Chicken-Lemon-Olive-Tagine Part # 1
|Paprika powder||2 Teaspoon|
|Ground cumin||1 Teaspoon|
|Ground ginger||1 Teaspoon|
|Cinnamon powder||1⁄2 Teaspoon|
|Freshly ground pepper||1⁄4 Teaspoon|
|Olive oil||2 Tablespoon|
|Chicken thighs and legs||4 Pound (cut into 8 pieces)|
|Garlic||3 Clove (15 gm), mince|
|Onion||1 Medium, chop|
|Preserved lemon||1 Small (rinsed in cold water, pulp discarded, peel cut into thin strips)|
|Green olives||1 Cup (16 tbs), pitted|
|Chick peas||1 Cup (16 tbs) (spiced)|
|Water||1⁄2 Cup (8 tbs)|
|Raisins||1⁄2 Cup (8 tbs)|
|Fresh cilantro||1⁄4 Cup (4 tbs), finely chopped|
|Flat-leaf parsley||1⁄4 Cup (4 tbs), finely chopped|
1. Combine paprika, ground cumin, ground ginger, turmeric, cinnamon, ground pepper in the tagine bowl.

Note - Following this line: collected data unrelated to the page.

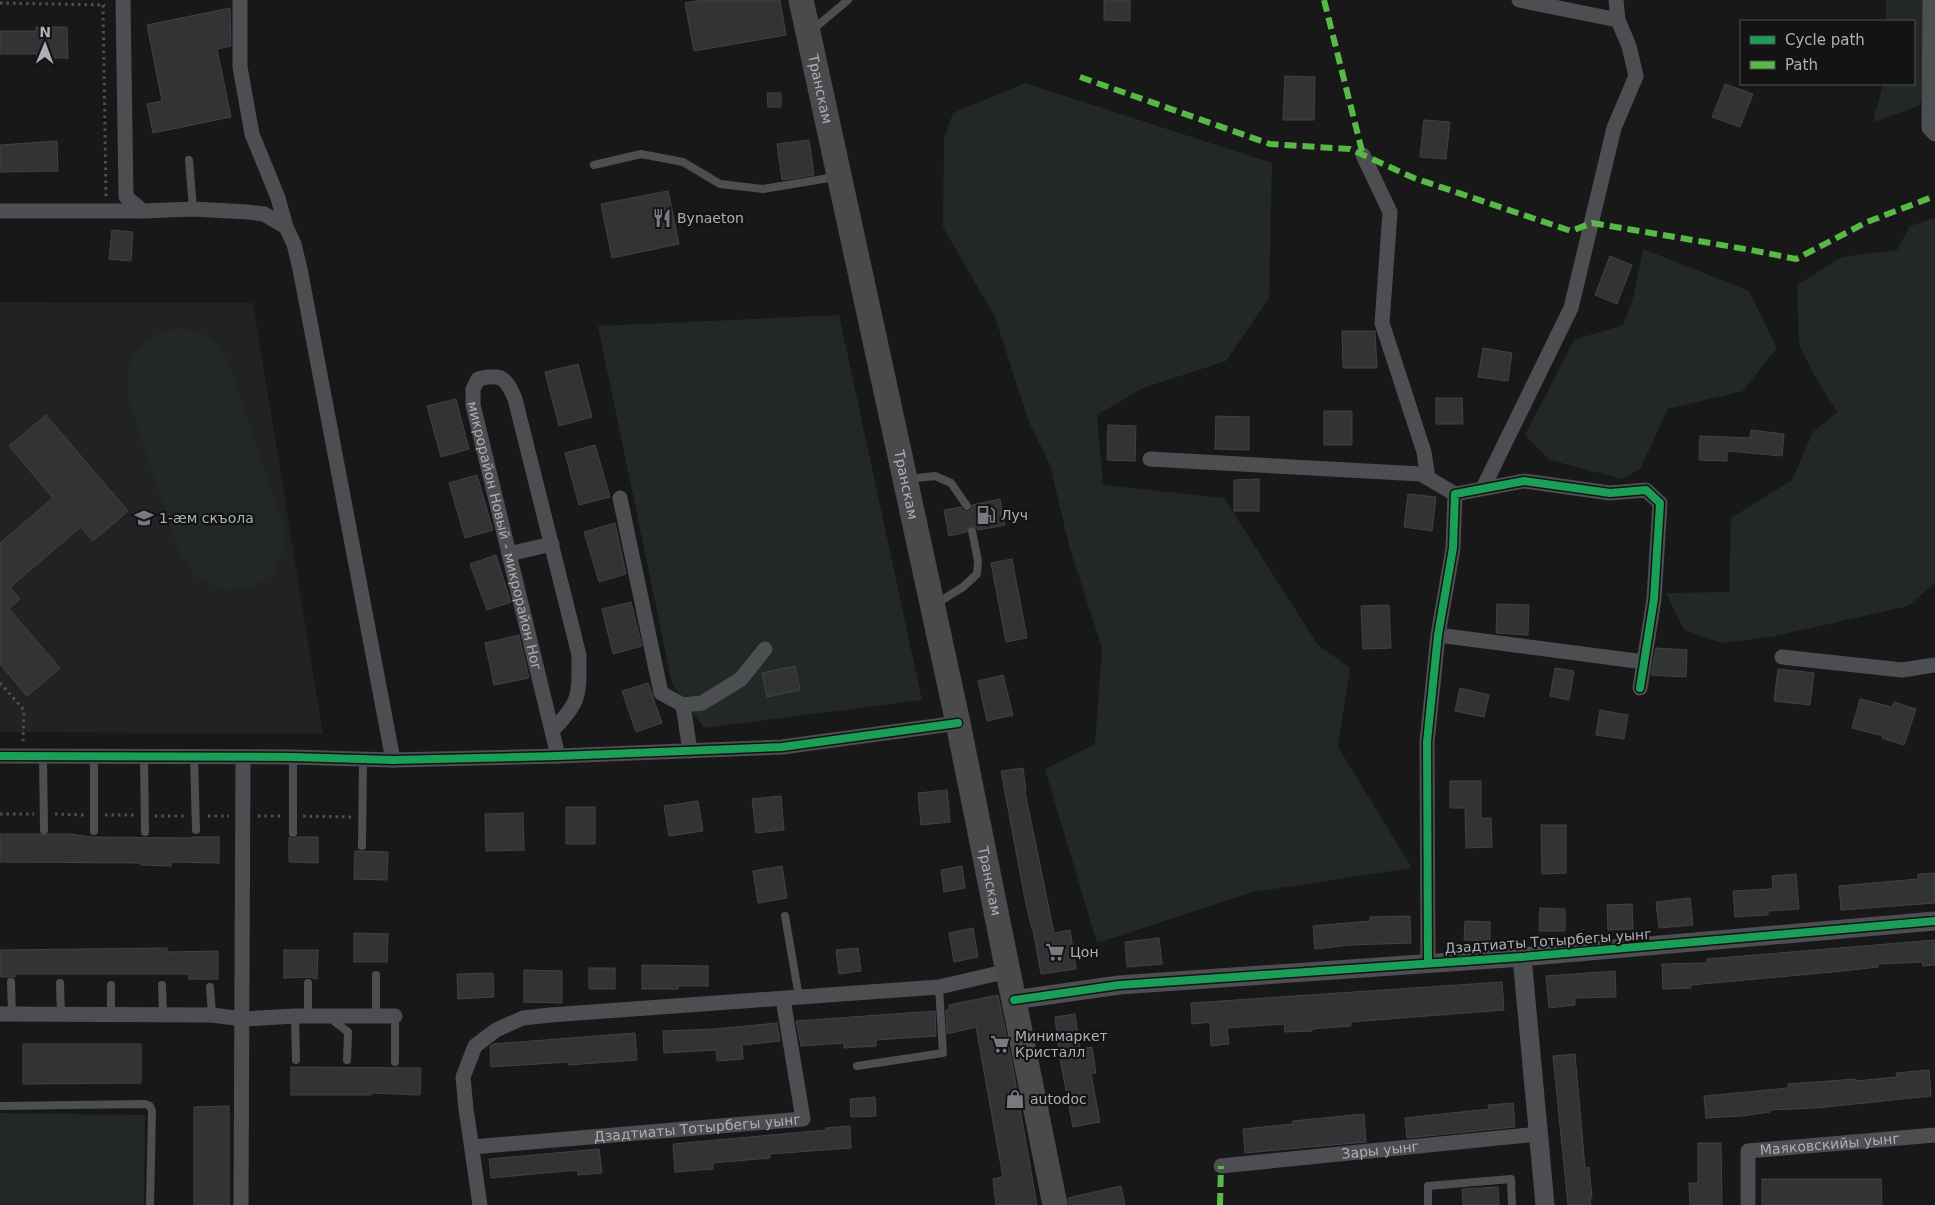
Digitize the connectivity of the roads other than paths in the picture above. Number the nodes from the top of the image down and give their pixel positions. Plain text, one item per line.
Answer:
1 (240, 0) edge
2 (802, 0) edge
3 (848, 0) edge
4 (1519, 0) edge
5 (1616, 0) edge
6 (1930, 0) edge
7 (123, 2) edge
8 (1618, 20) junction
9 (808, 33) junction
10 (1935, 134) edge
11 (1363, 155) dead end
12 (189, 160) dead end
13 (594, 165) dead end
14 (839, 176) junction
15 (193, 209) junction
16 (0, 211) edge
17 (143, 212) junction
18 (286, 227) junction
19 (1150, 459) dead end
20 (1428, 478) junction
21 (904, 480) junction
22 (1483, 488) junction
23 (1455, 494) junction
24 (620, 498) dead end
25 (967, 506) dead end
26 (972, 531) dead end
27 (552, 544) junction
28 (509, 554) junction
29 (932, 606) junction
30 (1438, 635) junction
31 (765, 649) dead end
32 (1782, 657) dead end
33 (1644, 662) junction
34 (1935, 665) edge
35 (1640, 688) dead end
36 (683, 705) junction
37 (958, 723) junction
38 (552, 730) junction
39 (690, 751) junction
40 (0, 756) edge
41 (43, 756) junction
42 (558, 756) junction
43 (94, 757) junction
44 (144, 757) junction
45 (293, 757) junction
46 (194, 758) junction
47 (243, 758) junction
48 (363, 758) junction
49 (393, 760) junction
50 (44, 830) dead end
51 (196, 830) dead end
52 (94, 831) dead end
53 (145, 832) dead end
54 (293, 833) dead end
55 (362, 846) dead end
56 (785, 916) dead end
57 (1935, 921) edge
58 (1522, 957) junction
59 (1428, 963) junction
60 (1008, 971) junction
61 (376, 976) dead end
62 (11, 982) dead end
63 (60, 983) dead end
64 (308, 983) dead end
65 (111, 985) dead end
66 (162, 985) dead end
67 (210, 987) dead end
68 (939, 987) junction
69 (799, 998) junction
70 (784, 999) junction
71 (1014, 1000) junction
72 (6, 1014) edge
73 (61, 1014) junction
74 (111, 1014) junction
75 (163, 1015) junction
76 (212, 1015) junction
77 (302, 1016) junction
78 (327, 1016) junction
79 (376, 1016) junction
80 (395, 1016) joint
81 (243, 1019) junction
82 (296, 1060) dead end
83 (348, 1060) dead end
84 (396, 1062) dead end
85 (857, 1066) dead end
86 (0, 1106) edge
87 (1539, 1134) junction
88 (1935, 1135) edge
89 (472, 1147) junction
90 (1221, 1166) dead end
91 (150, 1205) edge
92 (241, 1205) edge
93 (480, 1205) edge
94 (1055, 1205) edge
95 (1428, 1205) edge
96 (1512, 1205) edge
97 (1545, 1205) edge
98 (1748, 1205) edge

1 - 18 street
2 - 9 highway, Транскам
3 - 9 lane
4 - 8 street
5 - 8 street
6 - 10 street
7 - 17 street
8 - 22 street
9 - 14 highway, Транскам
11 - 20 street
12 - 15 lane
13 - 14 lane
14 - 21 highway, Транскам
15 - 17 street
15 - 18 street
16 - 17 street
18 - 49 street
19 - 20 street
20 - 23 street
21 - 25 lane
21 - 29 highway, Транскам
22 - 23 street
22 - 33 street
23 - 30 street
24 - 36 street
26 - 29 lane
27 - 28 street
27 - 28 street, микрорайон Новый - микрорайон Ног
27 - 38 street, микрорайон Новый - микрорайон Ног
28 - 38 street, микрорайон Новый - микрорайон Ног
29 - 37 highway, Транскам
30 - 33 street
30 - 59 street
31 - 36 street
32 - 34 street
33 - 35 street
36 - 39 street
37 - 39 street
37 - 60 highway, Транскам
38 - 42 street
39 - 42 street
40 - 41 street
41 - 43 street
41 - 50 lane
42 - 49 street
43 - 44 street
43 - 52 lane
44 - 46 street
44 - 53 lane
45 - 47 street
45 - 48 street
45 - 54 lane
46 - 47 street
46 - 51 lane
47 - 81 street
48 - 49 street
48 - 55 lane
56 - 69 lane
57 - 58 street, Дзадтиаты Тотырбегы уынг
58 - 59 street, Дзадтиаты Тотырбегы уынг
58 - 87 street
59 - 71 street, Дзадтиаты Тотырбегы уынг
60 - 68 street
60 - 71 highway, Транскам
61 - 79 lane
62 - 72 lane
63 - 73 lane
64 - 77 lane
65 - 74 lane
66 - 75 lane
67 - 76 lane
68 - 69 street
68 - 85 lane
69 - 70 street
70 - 89 street
70 - 89 street, Дзадтиаты Тотырбегы уынг
71 - 94 highway, Транскам
72 - 73 street
73 - 74 street
74 - 75 street
75 - 76 street
76 - 81 street
77 - 78 street
77 - 81 street
77 - 82 lane
78 - 79 street
78 - 83 lane
79 - 80 street
80 - 84 lane
81 - 92 street
86 - 91 lane
87 - 90 street, Зары уынг
87 - 97 street
88 - 98 street, Маяковскийы уынг
89 - 93 street
95 - 96 lane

2. Finely chop the onion and mince the garlic keep it separately.
3. Season the chicken pieces with the spices in the tagine bowl, coat well with the spice mixture. Let the chicken stand for one hour in the spices.
4. Place a heavy bottomed skillet on the stove and put the tagine pot on it, pour olive oil in the tagine pot and let the chicken sear for 5 minutes on medium high heat, skin side down.
5. Lower the heat to medium-low, add the garlic and onions. Cover and let cook for 15 minutes.
6. Rinsed the preserved lemon in cold water, discarded the pulp, peel cut into thin strips.
7. After 15 minutes turn over the chicken pieces, add the lemon slices, olives, raisins, and 1/2 cup water.
8. Simmer on medium heat and reduce the heat and cook for additional 30 minutes or until the chicken is cooked through and quite tender.
9. Adjust the salt as per your taste and towards the end add the chick peas.
10. After 30 minutes turn off the heat and let it rest for some time.
11. Add the fresh parsley and cilantro before serving.
12. Serve the chicken tagine with couscous or pilaf rice.
If you are using a clay tagine, you will skip the browning step for the onions and garlic, heat only to medium heat and use a heat diffuser on the heating element to prevent the tagine from cracking.
Go easy on the salt, the olives and lemons are salty enough.